* PROBLEM DESCRIPTION
Find the string "change" in the data, then copy every line where it is found.

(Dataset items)
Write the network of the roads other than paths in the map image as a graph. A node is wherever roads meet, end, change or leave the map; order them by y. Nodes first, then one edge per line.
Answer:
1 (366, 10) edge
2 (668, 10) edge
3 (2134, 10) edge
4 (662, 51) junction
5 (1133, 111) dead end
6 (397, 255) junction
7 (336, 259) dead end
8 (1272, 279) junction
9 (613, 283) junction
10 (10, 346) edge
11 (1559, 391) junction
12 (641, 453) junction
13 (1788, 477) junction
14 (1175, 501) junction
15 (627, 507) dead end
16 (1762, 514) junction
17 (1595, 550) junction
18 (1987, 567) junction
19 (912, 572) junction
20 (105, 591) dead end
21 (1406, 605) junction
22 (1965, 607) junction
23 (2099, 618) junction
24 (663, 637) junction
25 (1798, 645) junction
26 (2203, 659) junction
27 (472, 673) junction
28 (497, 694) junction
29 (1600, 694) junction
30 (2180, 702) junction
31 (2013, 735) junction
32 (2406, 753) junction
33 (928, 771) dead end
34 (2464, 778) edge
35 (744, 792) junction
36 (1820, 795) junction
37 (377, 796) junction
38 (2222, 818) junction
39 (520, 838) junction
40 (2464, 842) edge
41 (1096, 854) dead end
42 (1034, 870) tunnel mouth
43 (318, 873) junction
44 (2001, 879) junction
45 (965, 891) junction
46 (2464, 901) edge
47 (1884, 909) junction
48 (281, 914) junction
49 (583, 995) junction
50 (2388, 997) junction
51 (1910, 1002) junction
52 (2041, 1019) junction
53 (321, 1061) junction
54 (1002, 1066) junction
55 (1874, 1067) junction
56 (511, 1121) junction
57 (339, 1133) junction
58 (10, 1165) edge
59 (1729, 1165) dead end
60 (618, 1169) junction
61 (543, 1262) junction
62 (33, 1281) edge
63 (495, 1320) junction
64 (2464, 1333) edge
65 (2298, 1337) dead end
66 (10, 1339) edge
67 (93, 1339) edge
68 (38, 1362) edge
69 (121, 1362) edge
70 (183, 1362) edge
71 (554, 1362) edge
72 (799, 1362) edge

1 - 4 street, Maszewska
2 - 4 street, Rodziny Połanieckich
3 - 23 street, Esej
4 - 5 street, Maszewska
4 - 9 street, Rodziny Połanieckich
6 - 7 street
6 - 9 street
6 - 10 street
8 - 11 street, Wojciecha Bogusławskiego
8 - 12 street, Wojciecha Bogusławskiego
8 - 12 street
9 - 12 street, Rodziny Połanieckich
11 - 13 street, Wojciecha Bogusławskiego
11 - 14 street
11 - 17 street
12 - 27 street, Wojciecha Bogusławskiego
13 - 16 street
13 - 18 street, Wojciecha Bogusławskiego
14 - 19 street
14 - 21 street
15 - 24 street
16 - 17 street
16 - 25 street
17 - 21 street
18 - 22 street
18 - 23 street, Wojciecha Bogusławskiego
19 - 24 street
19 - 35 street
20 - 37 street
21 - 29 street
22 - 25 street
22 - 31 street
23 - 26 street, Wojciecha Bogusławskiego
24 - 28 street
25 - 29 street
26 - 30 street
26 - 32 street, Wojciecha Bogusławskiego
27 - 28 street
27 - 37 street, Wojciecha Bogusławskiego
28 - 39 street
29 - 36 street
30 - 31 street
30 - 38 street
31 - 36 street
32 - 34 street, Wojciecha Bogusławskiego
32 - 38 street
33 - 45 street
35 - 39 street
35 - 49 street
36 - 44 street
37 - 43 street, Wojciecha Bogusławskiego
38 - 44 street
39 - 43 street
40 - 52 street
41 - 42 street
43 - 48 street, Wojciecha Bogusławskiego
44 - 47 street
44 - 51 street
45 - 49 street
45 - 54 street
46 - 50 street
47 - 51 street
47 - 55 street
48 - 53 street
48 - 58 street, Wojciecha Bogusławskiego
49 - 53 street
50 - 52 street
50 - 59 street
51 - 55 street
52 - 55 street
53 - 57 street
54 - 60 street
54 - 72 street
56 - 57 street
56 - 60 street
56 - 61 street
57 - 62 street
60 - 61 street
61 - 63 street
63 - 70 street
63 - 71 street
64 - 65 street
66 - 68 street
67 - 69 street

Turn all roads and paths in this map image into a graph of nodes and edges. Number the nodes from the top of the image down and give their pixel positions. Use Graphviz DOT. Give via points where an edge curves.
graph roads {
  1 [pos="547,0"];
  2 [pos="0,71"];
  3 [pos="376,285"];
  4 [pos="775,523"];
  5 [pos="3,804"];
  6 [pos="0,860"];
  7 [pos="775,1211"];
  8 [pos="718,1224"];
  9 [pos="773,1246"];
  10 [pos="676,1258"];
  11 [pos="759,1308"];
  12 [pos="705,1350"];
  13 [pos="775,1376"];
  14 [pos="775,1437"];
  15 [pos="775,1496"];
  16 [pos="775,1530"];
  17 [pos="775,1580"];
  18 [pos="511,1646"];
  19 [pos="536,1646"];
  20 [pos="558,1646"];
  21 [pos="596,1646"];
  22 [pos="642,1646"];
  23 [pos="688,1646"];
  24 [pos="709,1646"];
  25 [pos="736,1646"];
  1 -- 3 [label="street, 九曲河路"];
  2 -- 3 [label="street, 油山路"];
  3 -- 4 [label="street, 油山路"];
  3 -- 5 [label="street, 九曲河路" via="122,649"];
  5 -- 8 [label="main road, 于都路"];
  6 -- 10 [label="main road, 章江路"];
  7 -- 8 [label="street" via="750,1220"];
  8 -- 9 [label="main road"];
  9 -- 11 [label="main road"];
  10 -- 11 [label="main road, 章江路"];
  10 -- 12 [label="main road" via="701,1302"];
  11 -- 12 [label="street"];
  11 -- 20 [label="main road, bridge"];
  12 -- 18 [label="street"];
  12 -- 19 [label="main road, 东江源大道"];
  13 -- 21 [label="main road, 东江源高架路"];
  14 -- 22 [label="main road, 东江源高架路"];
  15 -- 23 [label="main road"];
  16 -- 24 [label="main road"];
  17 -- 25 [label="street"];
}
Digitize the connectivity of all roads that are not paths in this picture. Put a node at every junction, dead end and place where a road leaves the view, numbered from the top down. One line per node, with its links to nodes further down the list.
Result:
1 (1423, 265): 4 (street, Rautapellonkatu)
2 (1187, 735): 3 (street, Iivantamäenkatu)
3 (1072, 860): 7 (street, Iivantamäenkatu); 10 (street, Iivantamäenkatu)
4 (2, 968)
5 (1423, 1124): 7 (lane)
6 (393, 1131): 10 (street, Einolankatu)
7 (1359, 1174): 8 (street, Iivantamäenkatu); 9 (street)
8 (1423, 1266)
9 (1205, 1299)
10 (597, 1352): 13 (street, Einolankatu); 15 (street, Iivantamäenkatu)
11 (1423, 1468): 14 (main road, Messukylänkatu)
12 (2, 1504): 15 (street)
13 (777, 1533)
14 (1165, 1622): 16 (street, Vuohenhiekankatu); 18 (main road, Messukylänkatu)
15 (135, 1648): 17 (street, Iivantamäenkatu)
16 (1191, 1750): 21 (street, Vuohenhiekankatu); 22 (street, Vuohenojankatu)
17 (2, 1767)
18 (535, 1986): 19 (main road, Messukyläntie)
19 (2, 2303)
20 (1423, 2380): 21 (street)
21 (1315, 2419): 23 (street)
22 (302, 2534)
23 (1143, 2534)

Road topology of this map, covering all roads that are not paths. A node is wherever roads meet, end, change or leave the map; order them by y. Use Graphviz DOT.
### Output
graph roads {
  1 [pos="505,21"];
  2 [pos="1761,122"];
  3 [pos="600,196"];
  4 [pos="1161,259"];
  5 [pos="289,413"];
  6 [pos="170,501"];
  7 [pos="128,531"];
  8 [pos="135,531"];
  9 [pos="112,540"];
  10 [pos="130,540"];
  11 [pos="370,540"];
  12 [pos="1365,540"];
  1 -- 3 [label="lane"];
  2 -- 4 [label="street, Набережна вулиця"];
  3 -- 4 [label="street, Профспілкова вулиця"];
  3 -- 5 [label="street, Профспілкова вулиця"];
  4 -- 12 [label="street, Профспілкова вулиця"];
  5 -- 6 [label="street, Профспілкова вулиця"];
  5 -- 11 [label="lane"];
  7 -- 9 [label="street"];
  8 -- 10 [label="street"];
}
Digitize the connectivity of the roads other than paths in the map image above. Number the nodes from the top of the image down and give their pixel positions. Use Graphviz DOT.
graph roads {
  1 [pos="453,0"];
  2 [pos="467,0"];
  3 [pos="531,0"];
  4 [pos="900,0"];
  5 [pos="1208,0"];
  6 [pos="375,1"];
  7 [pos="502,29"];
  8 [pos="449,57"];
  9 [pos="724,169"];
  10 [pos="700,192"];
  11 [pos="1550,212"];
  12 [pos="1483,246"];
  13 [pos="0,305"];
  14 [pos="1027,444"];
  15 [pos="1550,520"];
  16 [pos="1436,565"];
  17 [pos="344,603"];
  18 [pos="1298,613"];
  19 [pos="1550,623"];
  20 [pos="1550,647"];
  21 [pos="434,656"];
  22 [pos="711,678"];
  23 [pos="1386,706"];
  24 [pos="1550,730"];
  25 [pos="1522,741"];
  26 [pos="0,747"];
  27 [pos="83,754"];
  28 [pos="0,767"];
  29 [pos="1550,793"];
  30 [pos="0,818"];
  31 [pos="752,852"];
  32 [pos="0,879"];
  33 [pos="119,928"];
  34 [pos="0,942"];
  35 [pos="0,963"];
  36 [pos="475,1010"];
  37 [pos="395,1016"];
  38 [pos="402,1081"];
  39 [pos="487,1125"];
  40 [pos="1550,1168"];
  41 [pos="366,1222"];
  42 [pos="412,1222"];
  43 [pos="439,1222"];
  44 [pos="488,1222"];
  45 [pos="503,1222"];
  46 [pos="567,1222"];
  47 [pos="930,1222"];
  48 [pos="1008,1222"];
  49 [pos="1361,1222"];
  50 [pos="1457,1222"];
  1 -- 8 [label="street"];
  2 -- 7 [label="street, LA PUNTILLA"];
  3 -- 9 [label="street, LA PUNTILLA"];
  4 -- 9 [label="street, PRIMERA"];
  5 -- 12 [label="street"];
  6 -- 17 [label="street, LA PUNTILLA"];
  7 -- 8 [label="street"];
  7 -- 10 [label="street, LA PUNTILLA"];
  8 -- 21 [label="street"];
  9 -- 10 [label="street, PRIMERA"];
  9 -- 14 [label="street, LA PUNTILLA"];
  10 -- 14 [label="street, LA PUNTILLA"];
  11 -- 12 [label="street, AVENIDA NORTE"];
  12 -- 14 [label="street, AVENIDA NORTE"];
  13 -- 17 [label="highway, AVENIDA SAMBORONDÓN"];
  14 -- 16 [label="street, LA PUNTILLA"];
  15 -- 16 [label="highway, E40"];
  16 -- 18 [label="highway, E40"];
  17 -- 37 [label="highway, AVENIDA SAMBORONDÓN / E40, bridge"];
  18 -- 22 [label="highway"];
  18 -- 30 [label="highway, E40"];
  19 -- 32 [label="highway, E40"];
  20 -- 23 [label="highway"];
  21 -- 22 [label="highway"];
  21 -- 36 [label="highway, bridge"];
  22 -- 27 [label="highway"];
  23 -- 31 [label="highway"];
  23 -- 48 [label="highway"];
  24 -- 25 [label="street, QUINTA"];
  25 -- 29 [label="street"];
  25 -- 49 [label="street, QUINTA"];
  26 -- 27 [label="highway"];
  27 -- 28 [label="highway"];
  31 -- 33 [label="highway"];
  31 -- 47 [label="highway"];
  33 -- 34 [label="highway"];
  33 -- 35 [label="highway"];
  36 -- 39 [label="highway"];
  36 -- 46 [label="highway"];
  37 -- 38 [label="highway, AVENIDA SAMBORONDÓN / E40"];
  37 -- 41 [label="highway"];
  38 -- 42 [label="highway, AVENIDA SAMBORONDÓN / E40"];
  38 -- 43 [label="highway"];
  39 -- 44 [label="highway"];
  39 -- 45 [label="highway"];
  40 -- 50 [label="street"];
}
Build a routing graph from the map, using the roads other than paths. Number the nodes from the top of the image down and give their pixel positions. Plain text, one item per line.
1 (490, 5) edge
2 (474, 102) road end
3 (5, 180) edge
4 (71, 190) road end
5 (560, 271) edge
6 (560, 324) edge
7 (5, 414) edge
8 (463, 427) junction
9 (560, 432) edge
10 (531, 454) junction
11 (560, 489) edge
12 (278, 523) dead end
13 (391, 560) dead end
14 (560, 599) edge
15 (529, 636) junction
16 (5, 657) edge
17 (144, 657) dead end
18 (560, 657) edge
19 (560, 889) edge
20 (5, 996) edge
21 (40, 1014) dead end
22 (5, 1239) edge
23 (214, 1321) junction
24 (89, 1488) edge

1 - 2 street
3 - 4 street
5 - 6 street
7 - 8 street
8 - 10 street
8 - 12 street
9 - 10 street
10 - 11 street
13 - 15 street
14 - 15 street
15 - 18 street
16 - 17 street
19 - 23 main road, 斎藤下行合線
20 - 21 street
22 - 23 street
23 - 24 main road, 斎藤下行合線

* YOUR SOLUTION
Write the network of the roads other than paths in the map image as a graph. A node is wherever roads meet, end, change or leave the map; order them by y. Nodes first, then one edge per line.
Road topology of this map, covering all roads that are not paths. A node is wherever roads meet, end, change or leave the map; order them by y. Use Graphviz DOT.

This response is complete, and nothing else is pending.